> DATA SUPPLIED
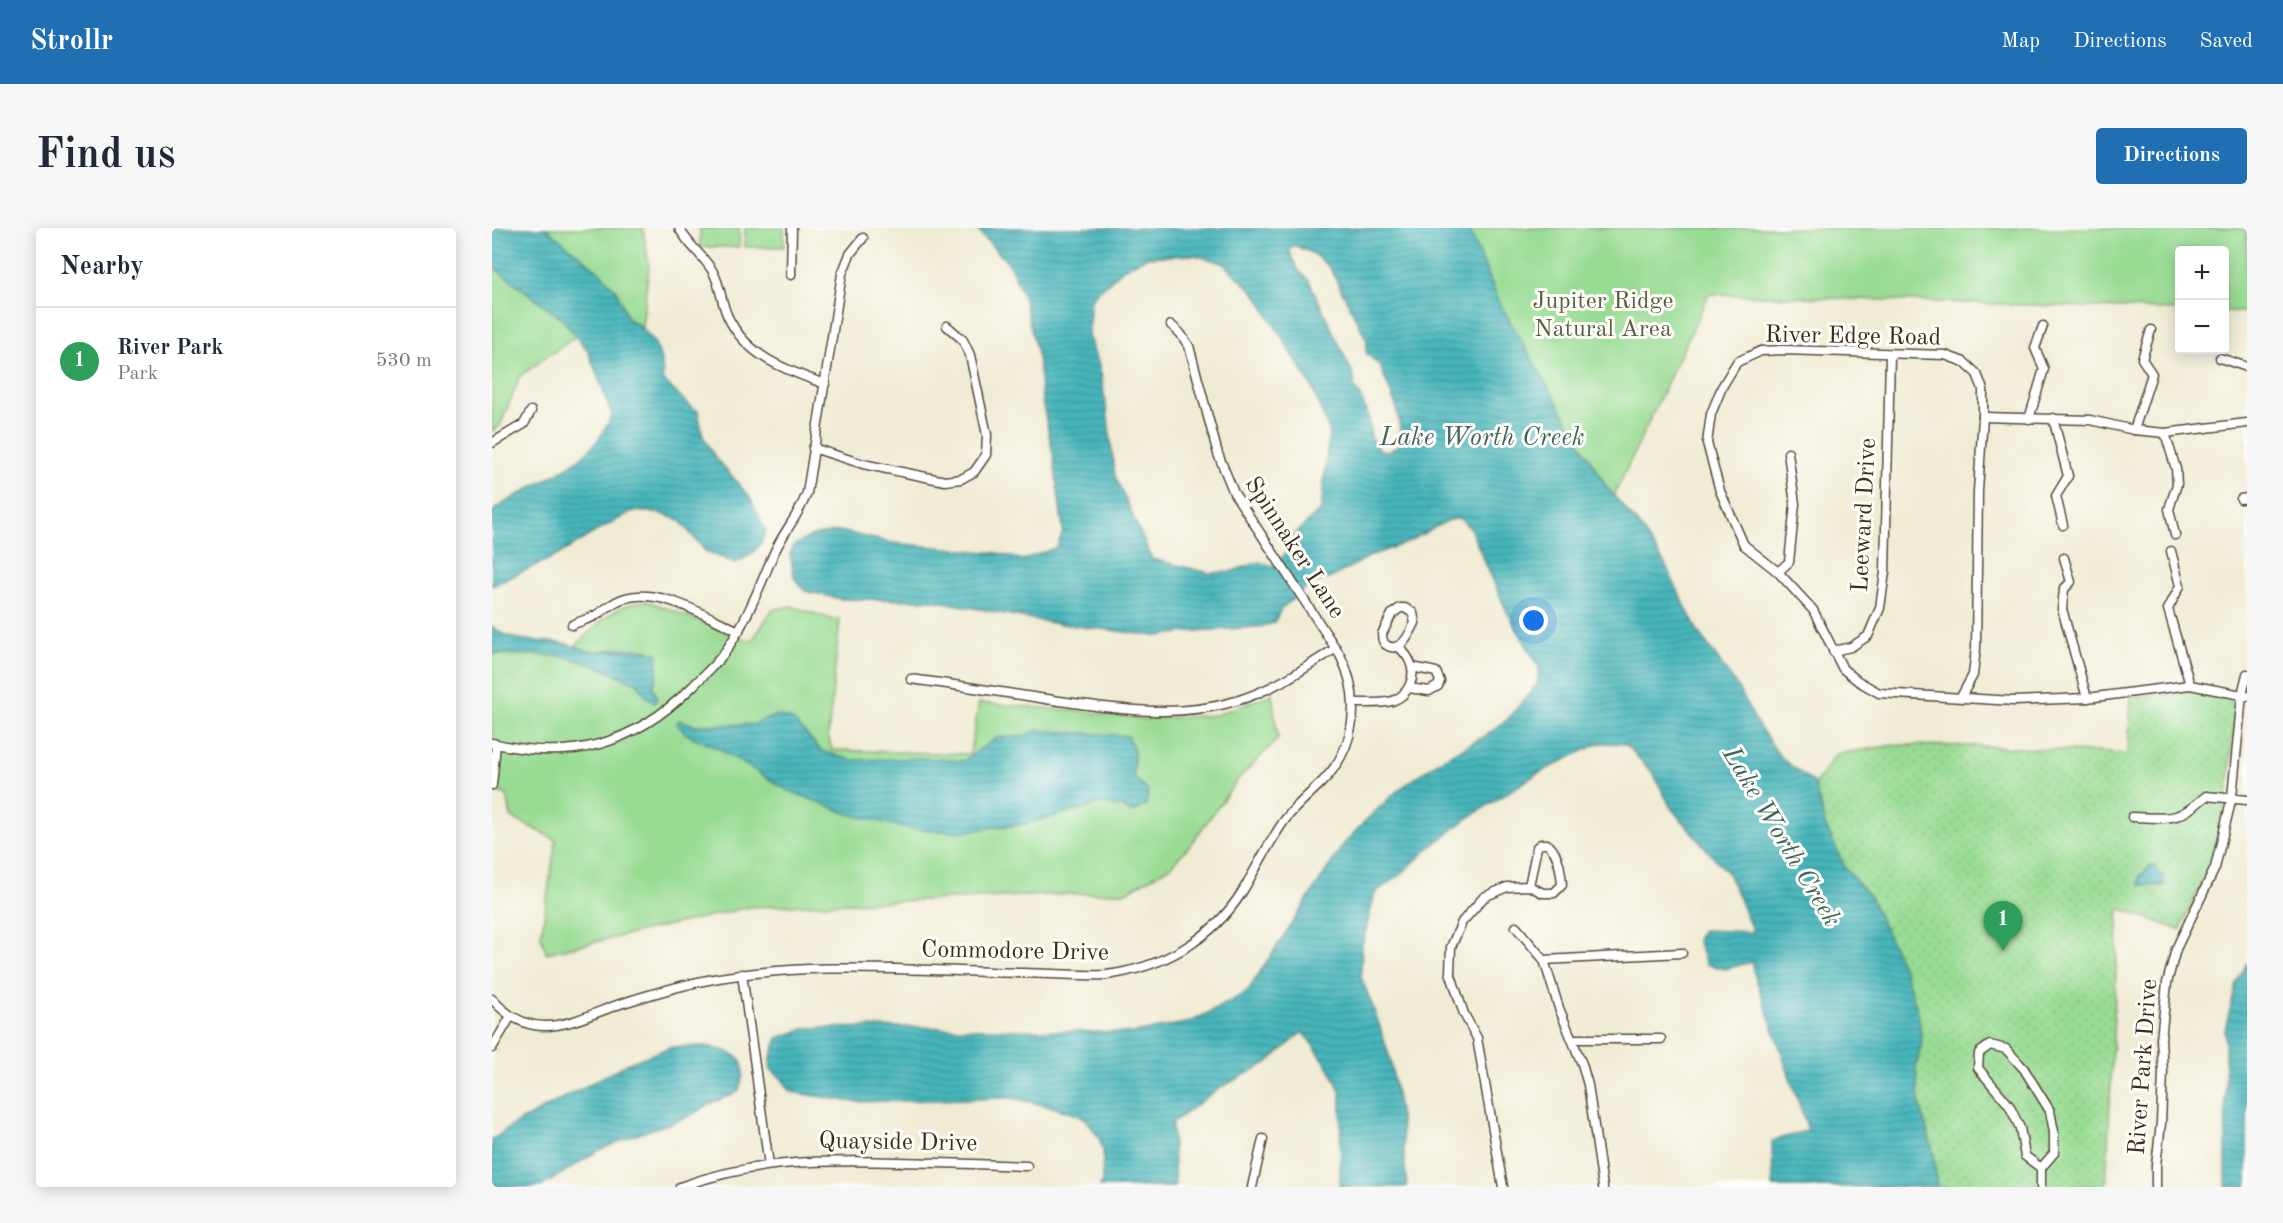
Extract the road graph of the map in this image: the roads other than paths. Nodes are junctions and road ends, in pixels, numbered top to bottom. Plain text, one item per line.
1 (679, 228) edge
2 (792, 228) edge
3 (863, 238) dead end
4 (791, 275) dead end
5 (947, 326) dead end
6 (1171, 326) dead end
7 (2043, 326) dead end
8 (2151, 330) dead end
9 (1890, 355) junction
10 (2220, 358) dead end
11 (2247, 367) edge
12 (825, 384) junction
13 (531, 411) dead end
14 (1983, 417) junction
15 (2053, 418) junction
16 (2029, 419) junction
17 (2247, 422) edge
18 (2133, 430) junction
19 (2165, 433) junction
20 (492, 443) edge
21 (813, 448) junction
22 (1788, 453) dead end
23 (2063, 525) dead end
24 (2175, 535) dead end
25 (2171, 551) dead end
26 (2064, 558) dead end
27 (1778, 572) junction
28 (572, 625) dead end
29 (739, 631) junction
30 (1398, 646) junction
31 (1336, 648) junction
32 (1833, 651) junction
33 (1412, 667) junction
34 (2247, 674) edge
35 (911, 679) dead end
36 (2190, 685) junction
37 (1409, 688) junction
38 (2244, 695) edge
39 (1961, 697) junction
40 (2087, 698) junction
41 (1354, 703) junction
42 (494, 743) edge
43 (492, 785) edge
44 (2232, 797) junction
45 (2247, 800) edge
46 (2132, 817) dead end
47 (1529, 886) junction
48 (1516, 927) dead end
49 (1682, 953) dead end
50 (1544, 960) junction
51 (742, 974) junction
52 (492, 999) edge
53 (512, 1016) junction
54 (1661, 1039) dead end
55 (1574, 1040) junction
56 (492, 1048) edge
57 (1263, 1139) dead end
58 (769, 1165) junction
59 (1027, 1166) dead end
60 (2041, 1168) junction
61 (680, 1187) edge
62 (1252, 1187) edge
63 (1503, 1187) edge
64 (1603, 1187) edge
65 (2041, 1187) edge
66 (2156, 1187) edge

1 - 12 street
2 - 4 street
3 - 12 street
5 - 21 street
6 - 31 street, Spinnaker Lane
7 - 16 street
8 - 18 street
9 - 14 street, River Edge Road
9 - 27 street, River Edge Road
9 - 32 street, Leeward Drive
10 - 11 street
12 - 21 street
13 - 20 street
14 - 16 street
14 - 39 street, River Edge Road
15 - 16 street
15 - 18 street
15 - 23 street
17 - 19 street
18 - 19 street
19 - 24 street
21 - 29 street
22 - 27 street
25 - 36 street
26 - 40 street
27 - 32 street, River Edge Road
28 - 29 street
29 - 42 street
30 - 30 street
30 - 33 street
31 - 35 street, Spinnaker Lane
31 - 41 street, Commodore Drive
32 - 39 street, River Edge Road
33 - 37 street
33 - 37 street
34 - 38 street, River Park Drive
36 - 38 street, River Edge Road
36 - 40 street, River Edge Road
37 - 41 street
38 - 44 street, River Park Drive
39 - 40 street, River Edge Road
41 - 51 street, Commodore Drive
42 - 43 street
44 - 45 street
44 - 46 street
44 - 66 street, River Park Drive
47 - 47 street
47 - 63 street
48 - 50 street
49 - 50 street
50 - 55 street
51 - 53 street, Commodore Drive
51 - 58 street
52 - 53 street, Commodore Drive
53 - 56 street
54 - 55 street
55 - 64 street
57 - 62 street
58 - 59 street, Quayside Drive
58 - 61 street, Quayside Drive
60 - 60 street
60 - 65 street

> YOUR ASSIGNMENT
Among the records above, which lines hold the word "River"? Copy each one.

> OUTPUT FOR THIS EXERCISE
9 - 14 street, River Edge Road
9 - 27 street, River Edge Road
14 - 39 street, River Edge Road
27 - 32 street, River Edge Road
32 - 39 street, River Edge Road
34 - 38 street, River Park Drive
36 - 38 street, River Edge Road
36 - 40 street, River Edge Road
38 - 44 street, River Park Drive
39 - 40 street, River Edge Road
44 - 66 street, River Park Drive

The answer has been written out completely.